É um filme ficcional híbrido, apresentado em formato de documentário. Estruturalmente não traz nada de absolutamente inovador: João Jardim utiliza a mesma estrutura do filme Jogo de cena, dirigido por Eduardo Coutinho em 2007, em que várias atrizes dão depoimentos idênticos aos de outras pessoas, passando a confundir o espectador na mise-en-scène. As histórias se repetem, e os fatos tomam diferentes dimensões entre os entrevistados: a realidade torna-se um jogo nas cenas. João Jardim, após um ano de pesquisa em delegacias e locais de assistência social, opta por realizar uma narrativa com atores que, através de entrevistas, relatam histórias vivenciadas por pessoas reais que sofreram e/ou praticaram violência doméstica. Tais atores, ao entrar em contato com as histórias, relatam-na para o espectador como se as tivessem vivido.

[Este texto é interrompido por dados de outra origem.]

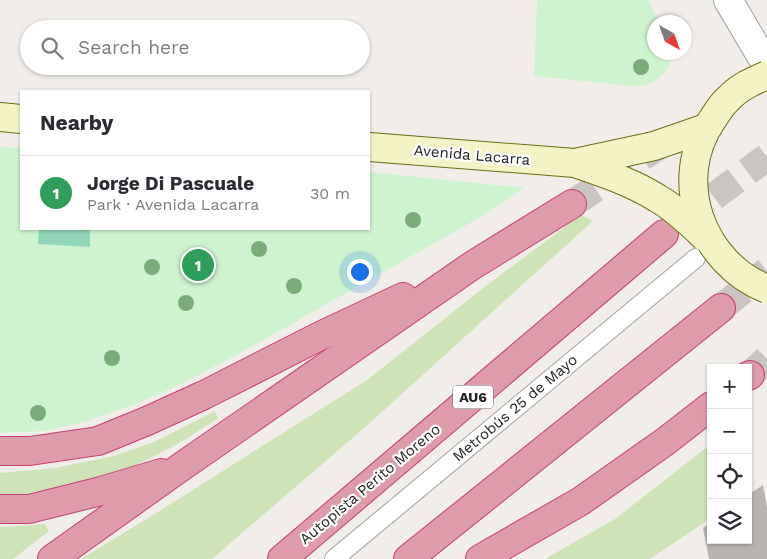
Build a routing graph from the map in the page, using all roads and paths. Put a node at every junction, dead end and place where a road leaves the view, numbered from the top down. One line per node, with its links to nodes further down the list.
1 (728, 0): 2 (street)
2 (762, 58)
3 (767, 74): 6 (main road, bridge)
4 (0, 117): 5 (main road)
5 (20, 119)
6 (706, 128): 8 (main road, Avenida Lacarra, bridge); 11 (main road, bridge)
7 (370, 146): 8 (main road, Avenida Lacarra)
8 (576, 163): 11 (main road, Avenida Lacarra, bridge)
9 (572, 204): 12 (highway)
10 (664, 234): 20 (highway, Autopista Perito Moreno / AU6)
11 (703, 249): 13 (main road, bridge); 21 (lane, Metrobús 25 de Mayo)
12 (473, 265): 16 (highway); 17 (highway)
13 (767, 288)
14 (721, 308): 22 (highway)
15 (707, 409): 23 (highway)
16 (0, 451)
17 (181, 466): 18 (highway); 19 (highway)
18 (0, 509)
19 (52, 559)
20 (282, 559)
21 (334, 559)
22 (408, 559)
23 (480, 559)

Em Amor?, em meio as entrevistas, há imagens poéticas envolvendo água. As cenas com água transmitem ao espectador uma sensação de calmaria e relaxamento, após ter contato com histórias violentas e impactantes. O apelo sensorial e poético também está contido nas cenas filmadas em plano detalhe dos corpos nus. Os poros da pele, o suor, o contato de corpos nus são exibidos, mostrando o sexo como algo poético, como amor.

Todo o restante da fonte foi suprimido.